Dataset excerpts
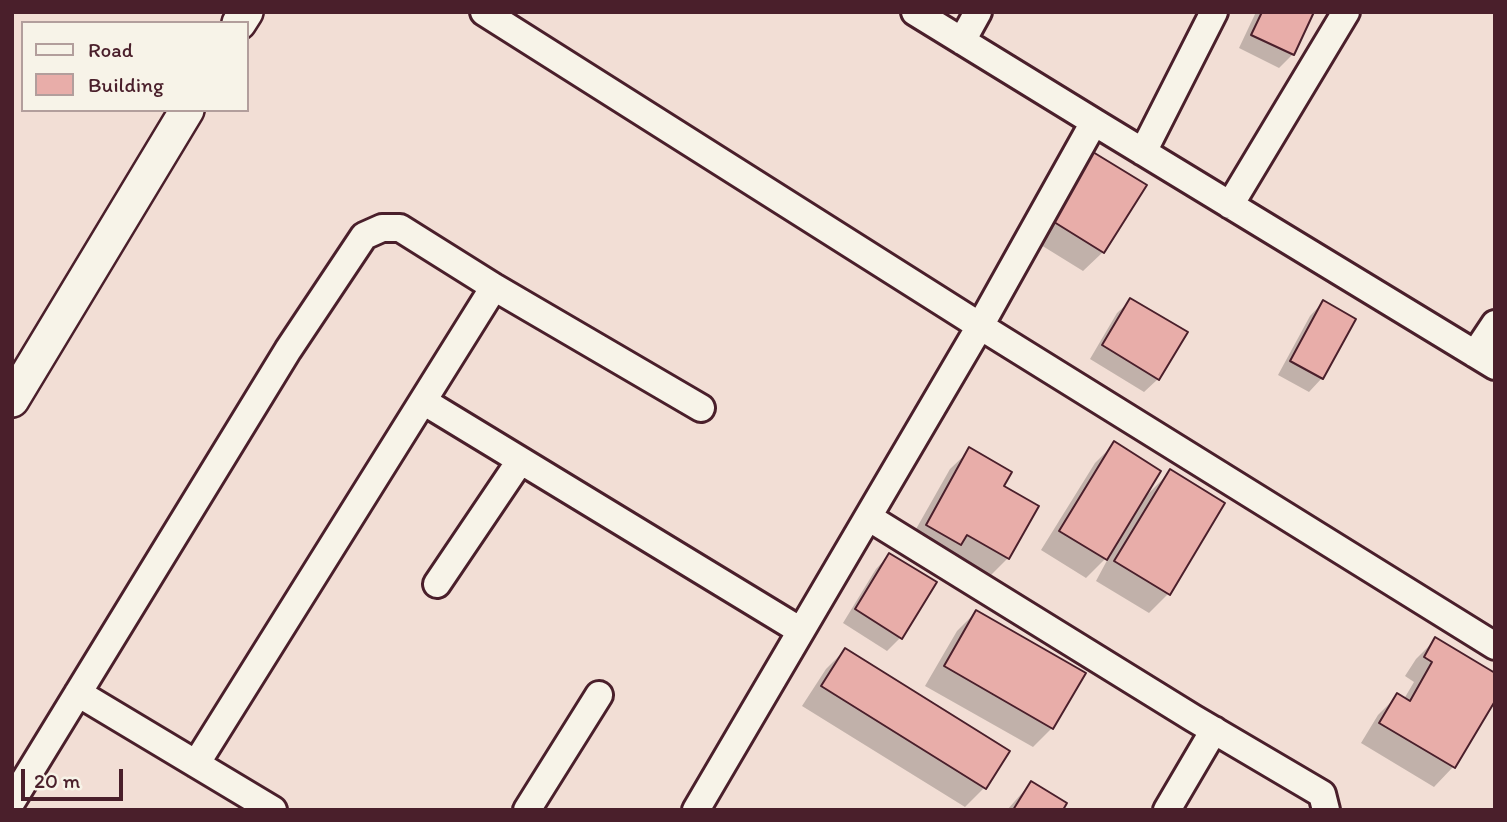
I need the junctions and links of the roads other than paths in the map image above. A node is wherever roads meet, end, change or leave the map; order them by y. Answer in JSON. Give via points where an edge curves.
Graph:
{"nodes":[{"id":1,"x":484,"y":12,"type":"edge"},
{"id":2,"x":915,"y":12,"type":"edge"},
{"id":3,"x":978,"y":12,"type":"edge"},
{"id":4,"x":1214,"y":12,"type":"edge"},
{"id":5,"x":1346,"y":12,"type":"edge"},
{"id":6,"x":962,"y":41,"type":"junction"},
{"id":7,"x":186,"y":112,"type":"edge"},
{"id":8,"x":1094,"y":122,"type":"junction"},
{"id":9,"x":1143,"y":152,"type":"junction"},
{"id":10,"x":1230,"y":205,"type":"junction"},
{"id":11,"x":494,"y":287,"type":"junction"},
{"id":12,"x":1495,"y":324,"type":"edge"},
{"id":13,"x":980,"y":326,"type":"junction"},
{"id":14,"x":1485,"y":360,"type":"edge"},
{"id":15,"x":12,"y":400,"type":"edge"},
{"id":16,"x":423,"y":401,"type":"junction"},
{"id":17,"x":701,"y":408,"type":"dead end"},
{"id":18,"x":520,"y":461,"type":"junction"},
{"id":19,"x":868,"y":517,"type":"junction"},
{"id":20,"x":437,"y":584,"type":"dead end"},
{"id":21,"x":801,"y":631,"type":"junction"},
{"id":22,"x":1495,"y":646,"type":"edge"},
{"id":23,"x":78,"y":693,"type":"junction"},
{"id":24,"x":599,"y":695,"type":"dead end"},
{"id":25,"x":1214,"y":730,"type":"junction"},
{"id":26,"x":197,"y":764,"type":"junction"},
{"id":27,"x":12,"y":801,"type":"edge"},
{"id":28,"x":273,"y":810,"type":"edge"},
{"id":29,"x":527,"y":810,"type":"edge"},
{"id":30,"x":696,"y":810,"type":"edge"},
{"id":31,"x":1167,"y":810,"type":"edge"},
{"id":32,"x":1326,"y":810,"type":"edge"}],
"edges":[{"from":1,"to":13,"type":"street"},
{"from":2,"to":6,"type":"street"},
{"from":3,"to":6,"type":"street"},
{"from":4,"to":9,"type":"street"},
{"from":5,"to":10,"type":"street"},
{"from":6,"to":8,"type":"street"},
{"from":7,"to":15,"type":"street"},
{"from":8,"to":9,"type":"street"},
{"from":8,"to":13,"type":"street"},
{"from":9,"to":10,"type":"street"},
{"from":10,"to":14,"type":"street"},
{"from":11,"to":16,"type":"street"},
{"from":11,"to":17,"type":"street"},
{"from":11,"to":23,"type":"street","via":[[400,228],[382,228],[364,236],[288,350]]},
{"from":12,"to":14,"type":"street"},
{"from":13,"to":19,"type":"street"},
{"from":13,"to":22,"type":"street"},
{"from":16,"to":18,"type":"street"},
{"from":16,"to":26,"type":"street"},
{"from":18,"to":20,"type":"street"},
{"from":18,"to":21,"type":"street"},
{"from":19,"to":21,"type":"street"},
{"from":19,"to":25,"type":"street"},
{"from":21,"to":30,"type":"street"},
{"from":23,"to":26,"type":"street"},
{"from":23,"to":27,"type":"street"},
{"from":24,"to":29,"type":"street"},
{"from":25,"to":31,"type":"street"},
{"from":25,"to":32,"type":"street","via":[[1322,794]]},
{"from":26,"to":28,"type":"street"}]}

Aim of the exercise — Go through the records above and, whenever a line includes the word "dead", copy it.

Response box —
{"id":17,"x":701,"y":408,"type":"dead end"},
{"id":20,"x":437,"y":584,"type":"dead end"},
{"id":24,"x":599,"y":695,"type":"dead end"},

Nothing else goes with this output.